Di bis tidak ada seperti ini.. |
Pernah
naik KRL alias kereta api listrik? Saya pernah. Meski tak sering-sering amat.
Beberapa kali naik bersama suami dan dua anak balita sering kali ketika kami
tak mendapati tempat duduk, 2 orang penumpang lantas merelakan kursi duduknya
untuk kami. Apa yang mereka lakukan sesuai dengan apa yang sudah dianjurkan
oleh pihak KRL untuk memprioritaskan orang tua, ibu hamil, orang cacat, dan
orang tua yang membawa anak balita. Kalau penumpang tak peduli dengan anjuran
itu, biasa petugas KRL mengingatkan. Pengalaman selama ini begitu. Tapi sedikit
atau banyak, ada kali yang tetap cuek.
Sama
ketika pulang kampung kemarin, ketika perjalanan dari Lamongan ke Surabaya naik bis. Saya
menggendong Nasywah yang berusia 2 tahunan, sedang suami menggandeng Qowiyy
usia hampir 5 tahun. Ternyata, kami berdiri semua. Qowiyy berdiri sambil
memegangi celana ayahnya. Agak risih dia. Hampir setengah jam dia berdiri. Ada
keluh kesah dilontarkannya. Kakinya mulai pegal. Keringatnya mulai bercucuran. Sesekali
dia hampir jatuh karena bis bergoncang karena jalan rusak, dsb. Qowiyy meminta
gendong ayahnya. Suami pun menggendong. Tapi karena kernet bis jalan dari depan
ke belakang cukup mengganggu posisi suami menggendong Qowiyy, akhirnya sulung
saya ini berdiri lagi. Ada kantuk di matanya. Dia tahan-tahan. Maklum kalaupun
menunggu bis berikutnya bisa menunggu 1 jam an lagi dengan kondisi yang sama.

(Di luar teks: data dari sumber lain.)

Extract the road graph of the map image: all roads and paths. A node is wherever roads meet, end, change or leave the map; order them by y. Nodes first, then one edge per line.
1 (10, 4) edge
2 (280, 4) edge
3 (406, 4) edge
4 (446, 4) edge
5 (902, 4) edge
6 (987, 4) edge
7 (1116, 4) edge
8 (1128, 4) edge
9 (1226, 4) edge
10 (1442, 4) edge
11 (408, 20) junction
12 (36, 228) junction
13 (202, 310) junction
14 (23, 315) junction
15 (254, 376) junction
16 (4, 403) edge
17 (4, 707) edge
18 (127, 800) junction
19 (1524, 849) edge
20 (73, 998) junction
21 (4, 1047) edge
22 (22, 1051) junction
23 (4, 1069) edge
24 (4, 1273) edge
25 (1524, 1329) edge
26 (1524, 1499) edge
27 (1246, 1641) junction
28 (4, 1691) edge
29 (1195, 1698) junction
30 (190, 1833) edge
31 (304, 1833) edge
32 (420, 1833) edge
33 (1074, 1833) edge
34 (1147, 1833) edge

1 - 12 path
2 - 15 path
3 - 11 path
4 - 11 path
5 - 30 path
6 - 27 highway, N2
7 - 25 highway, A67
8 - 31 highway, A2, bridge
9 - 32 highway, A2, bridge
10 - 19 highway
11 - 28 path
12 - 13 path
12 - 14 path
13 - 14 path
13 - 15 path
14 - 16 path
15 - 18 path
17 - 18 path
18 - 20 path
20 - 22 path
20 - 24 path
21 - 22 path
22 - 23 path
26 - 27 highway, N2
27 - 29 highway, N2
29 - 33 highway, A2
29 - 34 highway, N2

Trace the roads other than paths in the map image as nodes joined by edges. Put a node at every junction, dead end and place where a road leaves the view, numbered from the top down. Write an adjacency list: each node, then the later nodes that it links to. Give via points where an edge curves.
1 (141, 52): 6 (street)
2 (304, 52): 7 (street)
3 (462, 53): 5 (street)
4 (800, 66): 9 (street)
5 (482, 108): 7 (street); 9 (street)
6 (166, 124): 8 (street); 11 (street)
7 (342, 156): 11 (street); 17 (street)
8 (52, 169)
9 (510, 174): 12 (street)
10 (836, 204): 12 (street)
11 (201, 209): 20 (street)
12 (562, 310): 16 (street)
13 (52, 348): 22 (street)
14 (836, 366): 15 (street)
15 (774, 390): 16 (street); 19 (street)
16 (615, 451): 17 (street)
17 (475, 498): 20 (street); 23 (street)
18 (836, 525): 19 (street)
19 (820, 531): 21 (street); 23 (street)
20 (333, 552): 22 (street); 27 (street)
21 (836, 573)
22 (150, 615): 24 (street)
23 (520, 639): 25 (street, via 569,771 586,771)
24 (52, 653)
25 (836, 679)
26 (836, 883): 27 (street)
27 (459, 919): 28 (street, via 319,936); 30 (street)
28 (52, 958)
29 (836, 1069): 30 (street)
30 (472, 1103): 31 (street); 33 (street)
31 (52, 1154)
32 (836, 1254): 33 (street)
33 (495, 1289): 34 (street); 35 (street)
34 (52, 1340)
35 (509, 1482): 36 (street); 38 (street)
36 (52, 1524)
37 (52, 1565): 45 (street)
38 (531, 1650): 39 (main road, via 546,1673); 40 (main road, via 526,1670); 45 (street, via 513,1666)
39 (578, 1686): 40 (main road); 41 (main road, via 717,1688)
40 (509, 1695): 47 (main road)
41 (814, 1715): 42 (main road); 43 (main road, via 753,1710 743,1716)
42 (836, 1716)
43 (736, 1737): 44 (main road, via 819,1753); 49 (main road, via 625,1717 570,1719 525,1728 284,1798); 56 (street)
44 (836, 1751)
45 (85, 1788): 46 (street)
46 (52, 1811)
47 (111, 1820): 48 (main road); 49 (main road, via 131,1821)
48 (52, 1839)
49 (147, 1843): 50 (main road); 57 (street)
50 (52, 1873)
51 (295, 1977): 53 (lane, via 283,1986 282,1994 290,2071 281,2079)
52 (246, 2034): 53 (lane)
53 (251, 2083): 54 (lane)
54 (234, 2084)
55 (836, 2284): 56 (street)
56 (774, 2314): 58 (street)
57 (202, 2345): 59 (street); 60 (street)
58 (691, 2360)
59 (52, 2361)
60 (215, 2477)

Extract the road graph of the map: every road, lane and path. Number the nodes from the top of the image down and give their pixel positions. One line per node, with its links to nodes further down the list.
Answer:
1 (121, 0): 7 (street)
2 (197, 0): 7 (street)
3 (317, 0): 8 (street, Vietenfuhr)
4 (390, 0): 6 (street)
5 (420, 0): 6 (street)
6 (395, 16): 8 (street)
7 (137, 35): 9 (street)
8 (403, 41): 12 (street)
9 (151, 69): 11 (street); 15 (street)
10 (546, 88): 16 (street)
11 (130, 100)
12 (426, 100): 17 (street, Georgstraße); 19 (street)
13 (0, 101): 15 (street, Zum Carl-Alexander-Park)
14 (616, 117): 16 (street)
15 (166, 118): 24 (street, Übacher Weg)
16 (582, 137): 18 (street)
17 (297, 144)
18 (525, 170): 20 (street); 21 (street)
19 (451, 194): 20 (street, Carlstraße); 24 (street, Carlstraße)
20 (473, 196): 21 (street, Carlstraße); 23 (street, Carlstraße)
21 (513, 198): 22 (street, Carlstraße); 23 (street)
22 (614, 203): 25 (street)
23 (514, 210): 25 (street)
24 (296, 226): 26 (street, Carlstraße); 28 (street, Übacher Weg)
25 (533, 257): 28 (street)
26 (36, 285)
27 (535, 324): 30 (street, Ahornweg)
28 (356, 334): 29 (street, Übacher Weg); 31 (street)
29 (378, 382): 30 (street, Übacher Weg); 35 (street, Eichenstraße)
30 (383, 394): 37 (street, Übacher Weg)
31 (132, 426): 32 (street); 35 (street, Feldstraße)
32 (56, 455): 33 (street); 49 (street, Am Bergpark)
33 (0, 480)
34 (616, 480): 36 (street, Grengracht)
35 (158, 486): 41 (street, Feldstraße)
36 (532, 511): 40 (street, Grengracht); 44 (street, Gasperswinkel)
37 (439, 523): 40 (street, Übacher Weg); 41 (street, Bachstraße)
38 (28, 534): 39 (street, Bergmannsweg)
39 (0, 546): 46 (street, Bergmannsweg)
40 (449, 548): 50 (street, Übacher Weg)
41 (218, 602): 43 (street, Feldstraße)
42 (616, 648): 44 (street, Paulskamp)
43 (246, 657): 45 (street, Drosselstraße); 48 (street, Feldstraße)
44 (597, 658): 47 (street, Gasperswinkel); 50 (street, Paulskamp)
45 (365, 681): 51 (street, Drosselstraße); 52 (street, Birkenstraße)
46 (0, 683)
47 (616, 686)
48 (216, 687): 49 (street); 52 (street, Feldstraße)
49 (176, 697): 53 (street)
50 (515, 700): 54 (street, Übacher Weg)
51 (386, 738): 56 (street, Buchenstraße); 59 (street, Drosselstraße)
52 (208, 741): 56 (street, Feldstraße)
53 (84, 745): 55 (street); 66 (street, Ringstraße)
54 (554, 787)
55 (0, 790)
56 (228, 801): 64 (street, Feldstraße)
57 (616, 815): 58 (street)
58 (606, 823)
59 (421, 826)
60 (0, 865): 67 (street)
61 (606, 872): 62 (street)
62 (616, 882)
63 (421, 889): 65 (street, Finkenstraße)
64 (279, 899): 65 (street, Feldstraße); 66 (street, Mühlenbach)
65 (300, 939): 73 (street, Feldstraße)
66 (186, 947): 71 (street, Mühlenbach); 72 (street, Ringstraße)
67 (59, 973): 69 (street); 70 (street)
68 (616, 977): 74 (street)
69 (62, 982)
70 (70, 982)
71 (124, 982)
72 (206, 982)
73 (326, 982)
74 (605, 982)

Maka, kami nekat saat itu untuk naik.
Suami
berkata setengah berbisik,”Jangan berharap kayak di KRL. Di bis nggak ada
aturan kalau orang tua bawa anak balita diprioritaskan tempat duduknya!” Saya
mengangguk dan tersenyum. Lalu, saya melihat penumpang di sekeliling saya.
Banyak laki-laki yang kekar dan beberapa perempuan yang tampak muda. Dan semuanya
hanya melihat kami. Padahal di perjalanan selanjutnya, meski kami naik bis
patas, saya melihat seorang penumpang merelakan tempat duduknya untuk ibu tua
yang salah masuk bis. Inginnya bis biasa, namun keliru naik bis patas padahal
sudah penuh. Pemandangan yang berbeda ketika di bis sebelumnya. Tak ada
penumpang yang peduli. Ya, minimal untuk anak sulung saya tadi. Sudahlah!
Untung hanya setengah jam, setelah itu setengah jam berikutnya, alhamdulillah
kami mendapat tempat duduk karena ada penumpang yang turun. He, Qowiyy langsung
tertidur pulas.
Mungkin
memang salah kami mengapa tak memilih alternatif kendaraan lain dengan jurusan lain. Ada sih, tapi memang
jadi lebih memakan waktu. Ada juga lewat jalur lain, tapi kondisinya malah
kemungkinan besar kami tidak mendapat tempat duduk di bis lebih lama lagi.
Paling tidak jadi bisa introspeksi bahwa kami ke depannya hendaknya bisa
menjadi penumpang yang peduli jika ada penumpang lain mengalami kejadian
seperti yang kami alami. Kepedulian memang harus diasah, bukan?
Saya pernah mengalami perjalanan yg tidak nyaman alias tidak mendapat tempat duduk dlm perjalanan pulang dari Solo ke Bandung dengan kereta api. Management KA blm seperti sekarang memaksakan menjual tiket walaupun sdh tdk ada tmpt duduk lagi. Jadilah kami berdiri dari solo sampai jogja pdhl disebelah adalah seorg bapak dgn seragam ABRI, empati dikita memang msh kurang krn seringkali tmpt duduk utk manula dan disable saja msh ditempati mereka yg normal, nice post mba heny.